We have to live in the world as it is. We in this country benefit and have benefited enormously from the change that has taken place over the past 30 years. The average household spending on food is a lower proportion of income than it has ever been. That may change in the future, but it is very good and it is very much in everyone’s interests. The way in which we organise our lives, with a far higher proportion of housewives working today, is enormously beneficial as well. They have less time to shop. I cannot remember who talked about spending two hours wandering up and down the high street from shop to shop, whereas now you can go and do the whole shop in 30 minutes in one place and load it into the boot of your car. Those are the realities of modern life.
I do not share the adulation of the noble Lord, Lord Dykes, for France, although I also have a house there. There are wonderful things about French society, and I would not have a house there if there were not. The reality in France is that the unemployment rate is well beyond double the unemployment rate here. There are huge social problems, and there is huge concern among thinking French people about the way in which French society is developing. They have considerable problems. Although they have been very successful as a semi-regulated society, one of the reasons that the system works is that they have four times as much land per head of population as we do in this country. Although I am an admirer of France, that does not go to the point that the noble Lord, Lord Dykes, was suggesting.

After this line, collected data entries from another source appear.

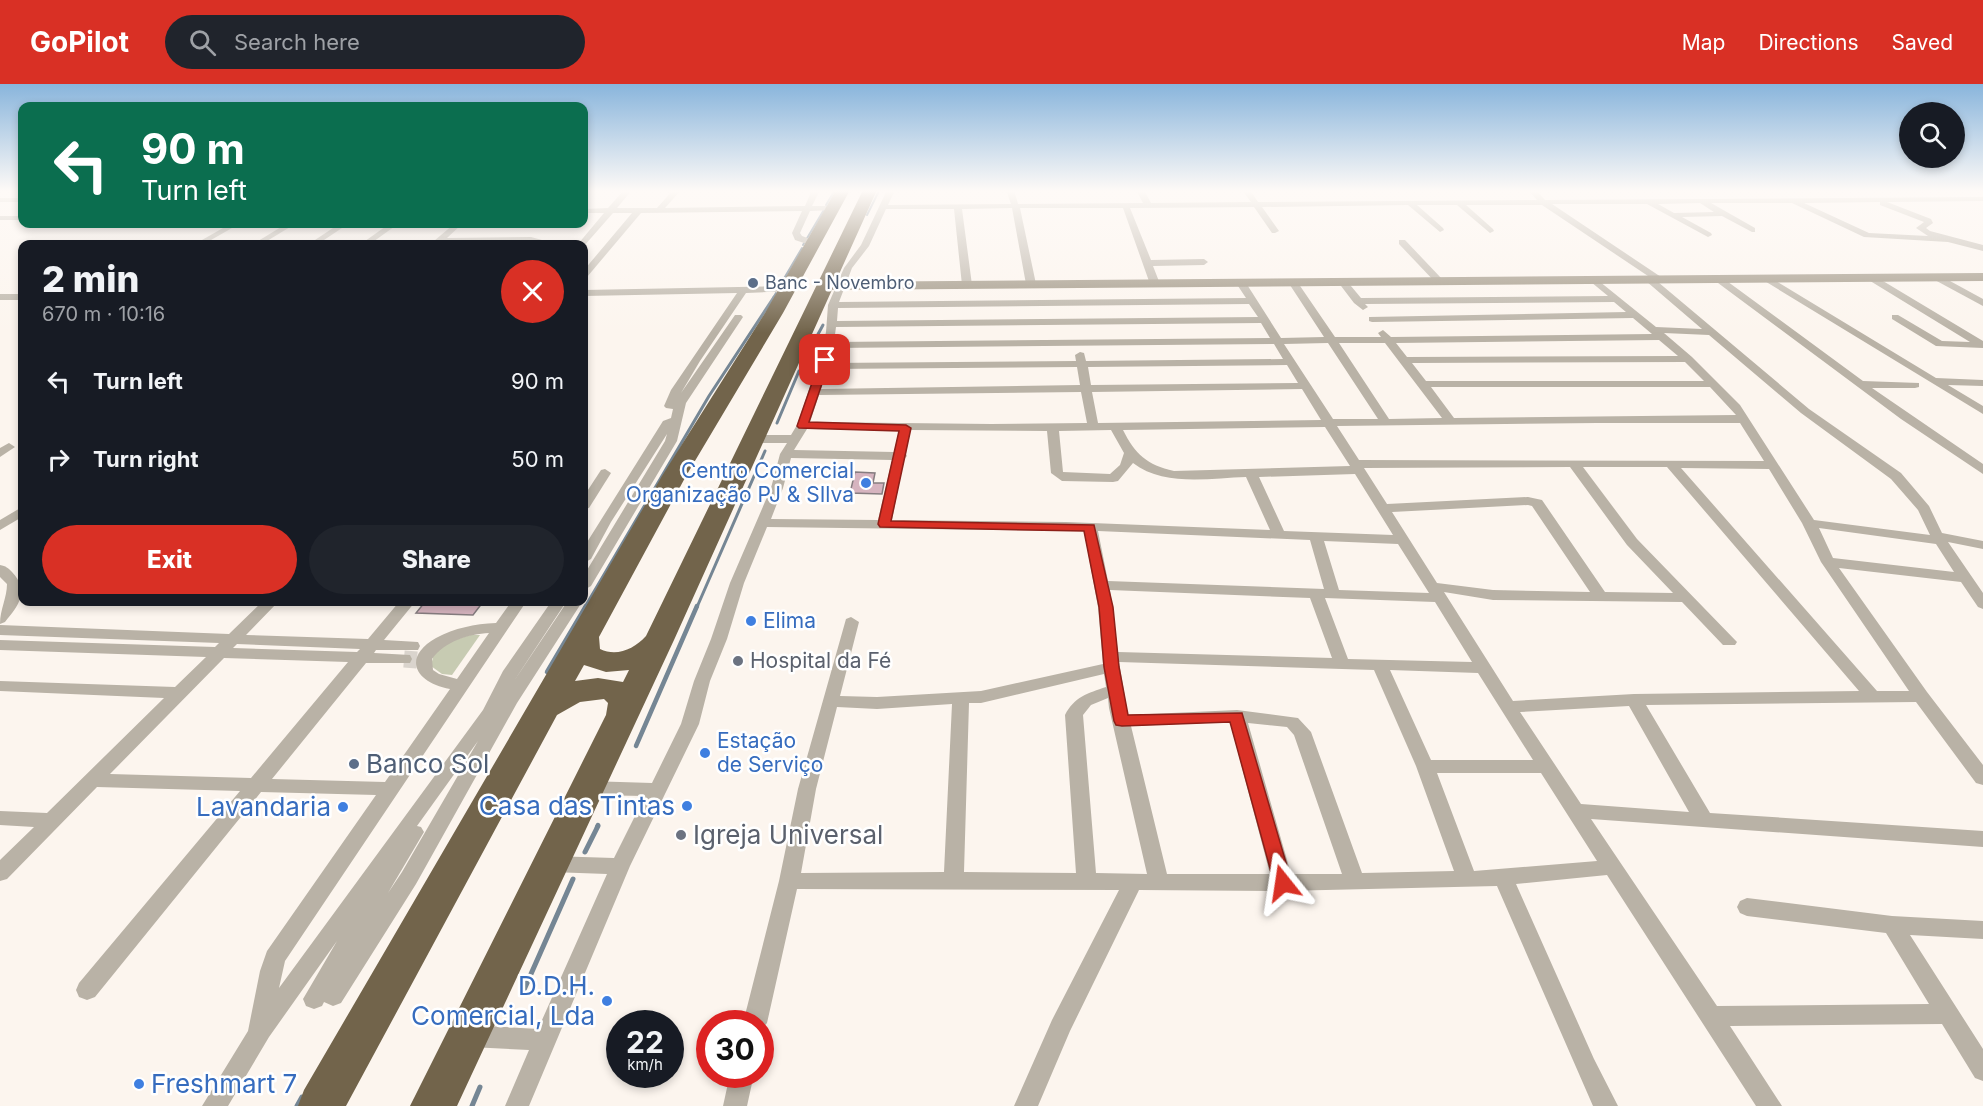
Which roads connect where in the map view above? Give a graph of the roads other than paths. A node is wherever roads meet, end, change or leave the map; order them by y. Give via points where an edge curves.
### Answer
1 (614, 238) edge
2 (815, 238) edge
3 (848, 238) edge
4 (868, 238) edge
5 (962, 238) edge
6 (1023, 238) edge
7 (1138, 238) edge
8 (1595, 238) edge
9 (1910, 238) edge
10 (1941, 238) edge
11 (508, 240) edge
12 (538, 240) edge
13 (1947, 240) junction
14 (1402, 242) dead end
15 (588, 246) edge
16 (606, 247) junction
17 (1983, 248) edge
18 (1147, 262) junction
19 (1204, 262) dead end
20 (588, 270) edge
21 (1936, 277) junction
22 (1983, 277) edge
23 (1716, 278) junction
24 (1766, 278) junction
25 (1870, 278) junction
26 (1653, 279) junction
27 (1594, 280) junction
28 (1293, 282) junction
29 (1343, 282) junction
30 (1439, 282) junction
31 (1240, 283) junction
32 (1031, 284) junction
33 (1059, 284) junction
34 (1155, 284) junction
35 (936, 285) junction
36 (967, 285) junction
37 (743, 290) junction
38 (786, 290) junction
39 (588, 292) edge
40 (832, 293) junction
41 (0, 297) edge
42 (18, 297) edge
43 (1616, 299) junction
44 (1251, 301) junction
45 (1357, 301) junction
46 (1064, 302) junction
47 (1983, 303) edge
48 (931, 304) junction
49 (1635, 315) junction
50 (738, 317) dead end
51 (1895, 317) dead end
52 (1372, 319) junction
53 (1262, 320) junction
54 (926, 322) junction
55 (1071, 322) junction
56 (830, 324) junction
57 (1712, 332) junction
58 (1657, 334) junction
59 (1275, 340) junction
60 (1330, 340) junction
61 (1388, 340) junction
62 (1075, 342) junction
63 (922, 344) junction
64 (1983, 345) edge
65 (826, 357) junction
66 (790, 359) junction
67 (1688, 359) junction
68 (1402, 360) junction
69 (1288, 362) junction
70 (1083, 364) junction
71 (916, 378) junction
72 (1936, 381) junction
73 (1983, 382) edge
74 (1423, 384) junction
75 (1714, 384) junction
76 (1860, 384) junction
77 (1915, 385) dead end
78 (1304, 386) junction
79 (1087, 388) junction
80 (814, 392) junction
81 (1983, 411) edge
82 (1745, 419) junction
83 (669, 421) junction
84 (1385, 421) junction
85 (1451, 421) junction
86 (1327, 422) junction
87 (1093, 425) junction
88 (1115, 426) junction
89 (1053, 427) junction
90 (906, 428) junction
91 (754, 439) junction
92 (794, 440) junction
93 (671, 441) junction
94 (1129, 455) junction
95 (901, 456) junction
96 (1670, 463) junction
97 (1575, 465) junction
98 (1771, 465) junction
99 (1357, 467) junction
100 (1983, 470) edge
101 (605, 473) dead end
102 (1251, 474) junction
103 (588, 500) edge
104 (1384, 508) junction
105 (18, 514) edge
106 (1809, 523) junction
107 (762, 524) junction
108 (884, 524) junction
109 (0, 526) edge
110 (1090, 527) junction
111 (1279, 536) junction
112 (1316, 537) junction
113 (1939, 539) junction
114 (1402, 540) junction
115 (1983, 545) edge
116 (588, 552) edge
117 (1828, 562) junction
118 (0, 568) edge
119 (1964, 578) junction
120 (588, 579) edge
121 (1102, 585) junction
122 (18, 590) edge
123 (1434, 592) junction
124 (1316, 594) junction
125 (1333, 595) junction
126 (1601, 597) junction
127 (1687, 598) junction
128 (18, 599) edge
129 (1983, 604) edge
130 (265, 606) edge
131 (405, 606) edge
132 (515, 606) edge
133 (555, 606) edge
134 (571, 606) edge
135 (0, 620) edge
136 (850, 622) dead end
137 (500, 628) junction
138 (0, 630) edge
139 (585, 638) junction
140 (659, 640) junction
141 (1729, 642) dead end
142 (0, 645) edge
143 (226, 645) junction
144 (367, 651) junction
145 (420, 653) junction
146 (1111, 662) junction
147 (1342, 664) junction
148 (1380, 666) junction
149 (1483, 668) junction
150 (461, 685) junction
151 (0, 686) edge
152 (1115, 690) junction
153 (179, 693) junction
154 (1921, 696) junction
155 (1874, 698) junction
156 (962, 699) junction
157 (1634, 700) junction
158 (830, 701) junction
159 (1508, 707) junction
160 (540, 714) junction
161 (1237, 716) junction
162 (622, 717) junction
163 (1122, 721) junction
164 (460, 753) junction
165 (1425, 766) junction
166 (1546, 767) junction
167 (1983, 778) edge
168 (93, 780) junction
169 (256, 785) junction
170 (588, 788) junction
171 (390, 789) junction
172 (658, 790) junction
173 (1576, 811) junction
174 (0, 818) edge
175 (1704, 820) junction
176 (52, 821) junction
177 (1983, 839) edge
178 (551, 864) junction
179 (620, 866) junction
180 (1612, 867) junction
181 (0, 873) edge
182 (1503, 877) junction
183 (954, 879) junction
184 (1467, 879) junction
185 (789, 881) junction
186 (1355, 881) junction
187 (1087, 883) junction
188 (1132, 883) junction
189 (1159, 883) junction
190 (1283, 883) junction
191 (1747, 907) dead end
192 (1892, 925) junction
193 (1983, 930) edge
194 (87, 990) dead end
195 (758, 1010) edge
196 (1948, 1014) junction
197 (1710, 1016) junction
198 (259, 1034) junction
199 (467, 1036) junction
200 (545, 1040) junction
201 (1983, 1070) edge
202 (739, 1088) edge
203 (214, 1106) edge
204 (321, 1106) edge
205 (433, 1106) edge
206 (516, 1106) edge
207 (735, 1106) edge
208 (1026, 1106) edge
209 (1606, 1106) edge
210 (1770, 1106) edge

1 - 16 street
2 - 38 highway
3 - 40 highway
4 - 40 street
5 - 36 street
6 - 32 street
7 - 18 street
8 - 26 street
9 - 13 street
10 - 13 street
11 - 12 street
13 - 17 street
14 - 30 street
15 - 16 street
16 - 20 street
18 - 19 street
18 - 34 street
21 - 22 street
21 - 25 street
21 - 47 street
23 - 24 street
23 - 26 street
23 - 76 street
24 - 25 street
24 - 72 street
25 - 64 street
26 - 27 street
26 - 57 street
27 - 30 street
27 - 43 street
28 - 29 street
28 - 31 street
28 - 60 street
29 - 30 street
29 - 45 street
31 - 34 street
31 - 44 street
32 - 33 street
32 - 36 street
33 - 34 street
33 - 46 street
35 - 36 street
35 - 40 street
35 - 48 street
37 - 38 street
37 - 39 street
37 - 83 street via 675,394
38 - 139 highway via 674,476
40 - 48 street
40 - 56 street
40 - 66 highway
41 - 42 street
43 - 45 street
43 - 49 street
44 - 46 street
44 - 53 street
45 - 52 street
46 - 48 street
46 - 55 street
48 - 54 street
49 - 52 street
49 - 58 street
50 - 93 street via 680,403
51 - 64 street via 1938,344
52 - 61 street
53 - 55 street
53 - 59 street
54 - 55 street
54 - 56 street
54 - 63 street
55 - 62 street
56 - 65 street
57 - 58 street
57 - 113 street via 1805,411 1896,476 1924,509
58 - 61 street
58 - 67 street
59 - 60 street
59 - 62 street
59 - 69 street
60 - 61 street
60 - 84 street
61 - 68 street
62 - 63 street
62 - 70 street
63 - 65 street
63 - 71 street
65 - 66 street
65 - 71 street
65 - 80 street
66 - 91 highway
67 - 68 street
67 - 75 street
68 - 74 street
69 - 70 street
69 - 78 street
70 - 71 street
70 - 79 street
71 - 79 street
71 - 80 street
72 - 73 street
72 - 81 street
74 - 75 street
74 - 85 street
75 - 82 street
76 - 77 street
76 - 100 street
78 - 79 street
78 - 86 street
79 - 87 street
80 - 92 street
82 - 85 street
82 - 98 street
83 - 93 street
83 - 116 street
84 - 85 street
84 - 86 street
86 - 88 street
86 - 99 street
87 - 88 street
87 - 89 street
88 - 94 street
89 - 90 street
89 - 94 street via 1058,473 1062,477 1113,478 1123,471
90 - 92 street
90 - 95 street
91 - 92 street
91 - 140 highway
92 - 95 street
92 - 107 street
93 - 120 street
94 - 102 street via 1151,469 1174,475
95 - 108 street
96 - 97 street
96 - 98 street
96 - 155 street
97 - 99 street
97 - 127 street via 1632,542
98 - 106 street
99 - 102 street
99 - 104 street
101 - 103 street
102 - 111 street
104 - 114 street
104 - 126 street via 1533,501
105 - 109 street
106 - 113 street
106 - 117 street
107 - 108 street
107 - 172 street via 737,583 690,724
108 - 110 street
110 - 111 street
110 - 121 street
111 - 112 street
112 - 114 street
112 - 125 street
113 - 115 street
113 - 119 street
114 - 123 street
117 - 119 street
117 - 154 street
118 - 122 street
119 - 129 street
121 - 124 street
121 - 146 street
123 - 125 street
123 - 126 street
123 - 149 street
124 - 125 street
124 - 147 street
126 - 127 street
127 - 141 street
128 - 135 street
130 - 143 street
131 - 144 street
132 - 137 street
133 - 164 street
134 - 164 street via 509,702 409,878 324,998
136 - 158 street
137 - 145 street via 462,632
137 - 150 street
138 - 143 street
139 - 140 highway via 583,645 588,656 609,662 636,658
139 - 160 highway
140 - 162 highway
142 - 143 street
143 - 144 street
143 - 153 street
144 - 145 street
144 - 169 street
145 - 150 street via 425,673 433,680
146 - 147 street
146 - 152 street
146 - 156 street
147 - 148 street
148 - 149 street
148 - 165 street
149 - 159 street
150 - 171 street
151 - 153 street
152 - 163 street
152 - 187 street via 1084,701 1074,715
153 - 168 street
154 - 155 street
154 - 167 street
155 - 157 street
156 - 158 street
156 - 183 street
157 - 159 street
157 - 175 street
158 - 185 street
159 - 166 street
160 - 162 highway via 564,694 596,687 620,696 625,708
160 - 204 highway
161 - 163 street
161 - 186 street via 1292,722 1298,727
161 - 190 street
162 - 170 highway
163 - 189 street
164 - 198 street
165 - 166 street
165 - 184 street
166 - 173 street
168 - 169 street
168 - 176 street
169 - 171 street
169 - 194 street
170 - 172 street
170 - 178 highway
171 - 198 street via 275,958
172 - 179 street
173 - 175 street
173 - 180 street
174 - 176 street
175 - 177 street
176 - 181 street
178 - 179 street
178 - 199 highway
179 - 200 street
180 - 182 street
180 - 197 street
182 - 184 street
182 - 209 street
183 - 185 street
183 - 187 street
184 - 186 street
185 - 195 street
186 - 190 street
187 - 188 street
188 - 189 street
188 - 208 street via 1064,1019
189 - 190 street
191 - 192 street
192 - 193 street
192 - 196 street
196 - 197 street
196 - 201 street
197 - 210 street
198 - 203 street
199 - 200 street
199 - 205 highway
200 - 206 street
202 - 207 street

With my long experience in local government, I have considerable concerns about the proposed Office for Retail Planning. It seems to be suggested that we can regulate this problem away and stop the supermarkets going out of town, and local authorities will have to have retail development plans and so on. Life is not like that. Local authorities and district planning authorities already do everything that they can to try to preserve their town centres and to try to keep the competition levels as they see it in their communities at a reasonable base. They are as frustrated as the tone of this debate is about the reality that, all too often, the supermarkets can go to planning appeal and get what they were asking for via that route.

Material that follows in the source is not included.